* How to complete this task *
Your response should be a copy of each line in the listing below that includes the word "Woods".

*** Begin section ***

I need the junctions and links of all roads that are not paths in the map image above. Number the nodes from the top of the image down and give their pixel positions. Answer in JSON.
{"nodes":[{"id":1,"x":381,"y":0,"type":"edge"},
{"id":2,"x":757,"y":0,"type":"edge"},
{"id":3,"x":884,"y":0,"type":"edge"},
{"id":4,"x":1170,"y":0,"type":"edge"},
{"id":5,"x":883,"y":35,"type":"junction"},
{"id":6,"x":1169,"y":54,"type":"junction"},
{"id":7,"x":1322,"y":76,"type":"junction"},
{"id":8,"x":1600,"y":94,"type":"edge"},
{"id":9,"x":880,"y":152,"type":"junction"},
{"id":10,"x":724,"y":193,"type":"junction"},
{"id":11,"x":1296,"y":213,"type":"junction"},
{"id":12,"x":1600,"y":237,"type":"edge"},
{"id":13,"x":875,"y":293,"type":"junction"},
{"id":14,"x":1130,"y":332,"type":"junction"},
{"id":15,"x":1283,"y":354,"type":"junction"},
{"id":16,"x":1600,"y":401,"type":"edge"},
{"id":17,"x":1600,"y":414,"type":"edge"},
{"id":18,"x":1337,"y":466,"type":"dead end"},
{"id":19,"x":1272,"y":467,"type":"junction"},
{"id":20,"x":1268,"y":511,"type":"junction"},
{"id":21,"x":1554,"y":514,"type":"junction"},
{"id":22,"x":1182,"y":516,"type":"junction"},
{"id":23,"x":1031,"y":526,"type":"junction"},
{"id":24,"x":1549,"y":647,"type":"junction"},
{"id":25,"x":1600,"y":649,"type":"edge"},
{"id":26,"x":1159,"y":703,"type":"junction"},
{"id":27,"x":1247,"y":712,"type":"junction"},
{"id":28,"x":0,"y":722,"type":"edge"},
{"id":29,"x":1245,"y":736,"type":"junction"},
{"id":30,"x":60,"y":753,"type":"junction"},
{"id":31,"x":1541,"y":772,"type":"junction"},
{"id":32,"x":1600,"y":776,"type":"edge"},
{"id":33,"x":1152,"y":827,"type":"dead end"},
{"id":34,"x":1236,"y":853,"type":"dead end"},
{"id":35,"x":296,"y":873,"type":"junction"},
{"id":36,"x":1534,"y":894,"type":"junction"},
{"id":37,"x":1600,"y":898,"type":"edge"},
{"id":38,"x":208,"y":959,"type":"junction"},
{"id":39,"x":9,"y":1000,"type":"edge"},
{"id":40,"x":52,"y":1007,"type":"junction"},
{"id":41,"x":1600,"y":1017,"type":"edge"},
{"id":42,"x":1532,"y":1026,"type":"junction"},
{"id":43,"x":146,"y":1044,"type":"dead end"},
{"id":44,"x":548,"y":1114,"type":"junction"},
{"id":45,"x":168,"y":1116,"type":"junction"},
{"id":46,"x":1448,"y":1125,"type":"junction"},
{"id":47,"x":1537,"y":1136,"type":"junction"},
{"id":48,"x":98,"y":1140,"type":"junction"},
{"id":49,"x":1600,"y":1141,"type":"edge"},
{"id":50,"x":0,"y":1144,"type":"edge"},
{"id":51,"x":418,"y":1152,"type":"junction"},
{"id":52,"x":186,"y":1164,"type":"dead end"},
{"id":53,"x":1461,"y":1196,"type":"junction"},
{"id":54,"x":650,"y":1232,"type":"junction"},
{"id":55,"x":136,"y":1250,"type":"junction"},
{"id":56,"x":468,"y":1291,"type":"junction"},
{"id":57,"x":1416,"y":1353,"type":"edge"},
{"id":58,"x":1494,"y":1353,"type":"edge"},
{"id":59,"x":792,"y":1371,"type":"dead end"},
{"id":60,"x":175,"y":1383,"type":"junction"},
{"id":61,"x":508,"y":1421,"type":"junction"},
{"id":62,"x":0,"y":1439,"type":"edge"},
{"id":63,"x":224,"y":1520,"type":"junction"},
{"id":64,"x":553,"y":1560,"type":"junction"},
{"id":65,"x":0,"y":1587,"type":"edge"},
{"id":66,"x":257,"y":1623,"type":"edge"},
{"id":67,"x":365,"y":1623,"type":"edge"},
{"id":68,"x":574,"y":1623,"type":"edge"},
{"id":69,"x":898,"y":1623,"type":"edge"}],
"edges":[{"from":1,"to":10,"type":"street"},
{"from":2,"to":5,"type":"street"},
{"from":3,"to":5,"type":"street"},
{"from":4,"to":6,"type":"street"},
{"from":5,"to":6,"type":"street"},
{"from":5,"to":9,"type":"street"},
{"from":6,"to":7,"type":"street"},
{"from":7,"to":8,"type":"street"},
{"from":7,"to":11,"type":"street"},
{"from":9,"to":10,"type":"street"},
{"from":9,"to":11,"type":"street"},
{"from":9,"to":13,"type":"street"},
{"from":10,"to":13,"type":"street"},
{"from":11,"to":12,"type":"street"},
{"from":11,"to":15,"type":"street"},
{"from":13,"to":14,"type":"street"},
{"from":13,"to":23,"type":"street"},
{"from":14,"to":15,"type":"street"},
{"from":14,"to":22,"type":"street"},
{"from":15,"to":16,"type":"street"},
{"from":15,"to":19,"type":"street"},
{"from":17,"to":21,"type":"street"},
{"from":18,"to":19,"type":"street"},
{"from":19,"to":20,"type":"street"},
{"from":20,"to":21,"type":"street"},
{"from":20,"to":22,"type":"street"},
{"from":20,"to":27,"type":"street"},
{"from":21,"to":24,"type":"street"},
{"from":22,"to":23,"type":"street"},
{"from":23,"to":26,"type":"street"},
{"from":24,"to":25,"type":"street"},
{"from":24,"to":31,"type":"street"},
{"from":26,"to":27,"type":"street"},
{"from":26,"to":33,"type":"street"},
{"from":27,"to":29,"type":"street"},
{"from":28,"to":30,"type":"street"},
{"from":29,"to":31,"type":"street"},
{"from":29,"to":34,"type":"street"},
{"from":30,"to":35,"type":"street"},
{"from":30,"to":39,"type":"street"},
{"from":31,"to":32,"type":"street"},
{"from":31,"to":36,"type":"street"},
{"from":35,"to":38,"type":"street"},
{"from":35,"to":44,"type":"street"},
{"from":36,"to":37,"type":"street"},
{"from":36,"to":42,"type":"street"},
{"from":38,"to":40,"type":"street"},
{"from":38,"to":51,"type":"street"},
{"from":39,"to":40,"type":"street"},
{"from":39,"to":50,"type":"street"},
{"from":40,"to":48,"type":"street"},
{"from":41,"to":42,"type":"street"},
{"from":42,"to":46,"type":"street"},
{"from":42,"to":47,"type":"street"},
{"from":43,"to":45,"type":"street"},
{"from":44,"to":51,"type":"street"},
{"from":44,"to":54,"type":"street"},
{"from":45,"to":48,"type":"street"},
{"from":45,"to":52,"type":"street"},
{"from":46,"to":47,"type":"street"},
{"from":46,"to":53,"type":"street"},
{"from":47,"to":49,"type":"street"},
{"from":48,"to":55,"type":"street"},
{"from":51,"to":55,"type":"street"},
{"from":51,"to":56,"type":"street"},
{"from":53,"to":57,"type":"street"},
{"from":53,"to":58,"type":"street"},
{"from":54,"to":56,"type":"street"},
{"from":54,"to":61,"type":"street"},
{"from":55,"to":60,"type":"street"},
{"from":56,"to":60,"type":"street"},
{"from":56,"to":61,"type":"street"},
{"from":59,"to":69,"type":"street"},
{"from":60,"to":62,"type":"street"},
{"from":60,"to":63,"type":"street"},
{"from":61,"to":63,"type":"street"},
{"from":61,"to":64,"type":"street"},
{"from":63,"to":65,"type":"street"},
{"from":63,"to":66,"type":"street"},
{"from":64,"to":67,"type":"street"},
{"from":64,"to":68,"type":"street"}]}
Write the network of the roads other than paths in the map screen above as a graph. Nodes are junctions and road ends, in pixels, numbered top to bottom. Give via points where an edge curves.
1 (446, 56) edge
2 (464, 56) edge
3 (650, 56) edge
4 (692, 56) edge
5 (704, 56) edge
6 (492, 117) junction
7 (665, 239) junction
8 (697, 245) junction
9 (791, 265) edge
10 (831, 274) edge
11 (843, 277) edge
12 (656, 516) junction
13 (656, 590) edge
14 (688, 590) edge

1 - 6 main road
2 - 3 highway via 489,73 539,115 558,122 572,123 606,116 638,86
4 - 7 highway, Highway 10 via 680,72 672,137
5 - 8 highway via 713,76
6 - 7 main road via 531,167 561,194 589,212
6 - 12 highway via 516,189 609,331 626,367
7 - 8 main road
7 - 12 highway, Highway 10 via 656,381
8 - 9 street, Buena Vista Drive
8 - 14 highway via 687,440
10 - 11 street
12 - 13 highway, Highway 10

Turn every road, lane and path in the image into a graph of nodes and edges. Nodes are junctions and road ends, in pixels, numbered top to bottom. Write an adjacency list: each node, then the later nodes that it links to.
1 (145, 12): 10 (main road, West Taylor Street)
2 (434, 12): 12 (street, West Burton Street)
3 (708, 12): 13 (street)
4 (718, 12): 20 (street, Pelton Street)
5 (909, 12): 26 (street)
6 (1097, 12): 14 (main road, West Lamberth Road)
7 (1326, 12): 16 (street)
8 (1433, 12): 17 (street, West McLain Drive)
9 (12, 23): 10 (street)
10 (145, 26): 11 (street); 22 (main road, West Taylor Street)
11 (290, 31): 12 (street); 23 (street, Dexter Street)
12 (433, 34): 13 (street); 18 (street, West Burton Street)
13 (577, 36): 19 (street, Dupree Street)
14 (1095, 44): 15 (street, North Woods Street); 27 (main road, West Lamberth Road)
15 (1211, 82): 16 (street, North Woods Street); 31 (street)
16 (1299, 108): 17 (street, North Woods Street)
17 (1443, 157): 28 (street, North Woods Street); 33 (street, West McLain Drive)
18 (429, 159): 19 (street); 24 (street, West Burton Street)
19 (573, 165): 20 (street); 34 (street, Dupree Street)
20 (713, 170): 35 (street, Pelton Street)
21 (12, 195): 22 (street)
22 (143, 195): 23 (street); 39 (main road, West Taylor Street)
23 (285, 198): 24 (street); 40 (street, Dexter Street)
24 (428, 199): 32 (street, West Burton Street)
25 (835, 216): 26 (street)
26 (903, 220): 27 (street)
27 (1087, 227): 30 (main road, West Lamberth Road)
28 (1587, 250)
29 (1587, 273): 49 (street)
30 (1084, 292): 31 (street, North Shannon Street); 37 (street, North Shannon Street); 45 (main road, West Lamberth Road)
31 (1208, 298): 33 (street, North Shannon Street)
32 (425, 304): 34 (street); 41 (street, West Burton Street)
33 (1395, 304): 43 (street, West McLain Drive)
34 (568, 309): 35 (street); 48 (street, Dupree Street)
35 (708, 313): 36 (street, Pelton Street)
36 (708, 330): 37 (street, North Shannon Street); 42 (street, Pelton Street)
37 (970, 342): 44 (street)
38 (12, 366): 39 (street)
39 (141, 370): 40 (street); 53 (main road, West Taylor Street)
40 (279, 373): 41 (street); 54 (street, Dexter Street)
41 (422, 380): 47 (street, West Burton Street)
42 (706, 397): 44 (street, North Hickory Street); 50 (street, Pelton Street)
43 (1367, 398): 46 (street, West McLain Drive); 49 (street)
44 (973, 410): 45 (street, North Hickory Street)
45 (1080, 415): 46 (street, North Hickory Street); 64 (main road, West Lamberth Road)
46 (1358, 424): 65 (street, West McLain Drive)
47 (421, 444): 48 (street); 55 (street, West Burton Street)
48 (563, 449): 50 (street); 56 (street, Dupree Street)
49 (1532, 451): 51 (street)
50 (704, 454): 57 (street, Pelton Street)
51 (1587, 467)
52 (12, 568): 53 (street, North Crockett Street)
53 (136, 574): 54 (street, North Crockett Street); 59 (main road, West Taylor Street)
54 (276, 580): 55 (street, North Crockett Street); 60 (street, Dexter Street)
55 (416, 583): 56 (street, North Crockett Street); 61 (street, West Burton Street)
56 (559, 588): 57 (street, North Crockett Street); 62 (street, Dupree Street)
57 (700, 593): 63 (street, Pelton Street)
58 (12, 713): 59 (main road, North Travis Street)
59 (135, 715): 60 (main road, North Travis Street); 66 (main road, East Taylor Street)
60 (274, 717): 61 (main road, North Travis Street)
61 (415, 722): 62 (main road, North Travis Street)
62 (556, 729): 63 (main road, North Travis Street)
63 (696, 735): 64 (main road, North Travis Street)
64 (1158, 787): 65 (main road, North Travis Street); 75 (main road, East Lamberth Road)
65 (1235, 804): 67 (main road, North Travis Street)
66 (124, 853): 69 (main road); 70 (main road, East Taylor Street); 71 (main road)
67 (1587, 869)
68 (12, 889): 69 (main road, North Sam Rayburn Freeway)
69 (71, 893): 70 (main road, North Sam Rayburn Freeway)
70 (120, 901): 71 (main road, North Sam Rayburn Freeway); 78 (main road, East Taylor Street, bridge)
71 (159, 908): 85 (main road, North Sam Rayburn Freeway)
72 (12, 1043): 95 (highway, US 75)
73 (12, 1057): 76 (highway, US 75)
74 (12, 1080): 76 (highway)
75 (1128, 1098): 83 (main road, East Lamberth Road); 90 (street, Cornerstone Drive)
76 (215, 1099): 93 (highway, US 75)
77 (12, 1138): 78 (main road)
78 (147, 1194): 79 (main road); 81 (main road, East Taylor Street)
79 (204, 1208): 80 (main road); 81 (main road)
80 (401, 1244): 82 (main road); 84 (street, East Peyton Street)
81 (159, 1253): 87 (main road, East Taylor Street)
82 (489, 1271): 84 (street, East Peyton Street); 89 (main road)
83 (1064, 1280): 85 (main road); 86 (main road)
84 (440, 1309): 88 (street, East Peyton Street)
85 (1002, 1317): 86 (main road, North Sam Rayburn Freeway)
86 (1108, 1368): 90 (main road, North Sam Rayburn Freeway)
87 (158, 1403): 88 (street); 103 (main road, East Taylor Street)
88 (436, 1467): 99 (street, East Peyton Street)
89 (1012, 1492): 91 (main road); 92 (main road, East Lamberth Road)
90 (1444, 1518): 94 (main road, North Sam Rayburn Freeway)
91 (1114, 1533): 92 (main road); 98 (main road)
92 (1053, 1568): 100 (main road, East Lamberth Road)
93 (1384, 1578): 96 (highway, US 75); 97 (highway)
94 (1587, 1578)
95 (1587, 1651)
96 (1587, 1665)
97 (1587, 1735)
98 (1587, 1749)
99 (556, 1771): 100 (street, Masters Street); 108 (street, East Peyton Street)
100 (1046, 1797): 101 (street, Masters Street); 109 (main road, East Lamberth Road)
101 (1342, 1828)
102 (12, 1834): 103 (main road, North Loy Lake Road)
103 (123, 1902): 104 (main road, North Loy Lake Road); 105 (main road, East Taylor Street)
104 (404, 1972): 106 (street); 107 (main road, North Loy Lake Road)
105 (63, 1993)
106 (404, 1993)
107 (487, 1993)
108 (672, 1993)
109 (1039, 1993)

*** End section ***

* Exercise answer *
14 (1095, 44): 15 (street, North Woods Street); 27 (main road, West Lamberth Road)
15 (1211, 82): 16 (street, North Woods Street); 31 (street)
16 (1299, 108): 17 (street, North Woods Street)
17 (1443, 157): 28 (street, North Woods Street); 33 (street, West McLain Drive)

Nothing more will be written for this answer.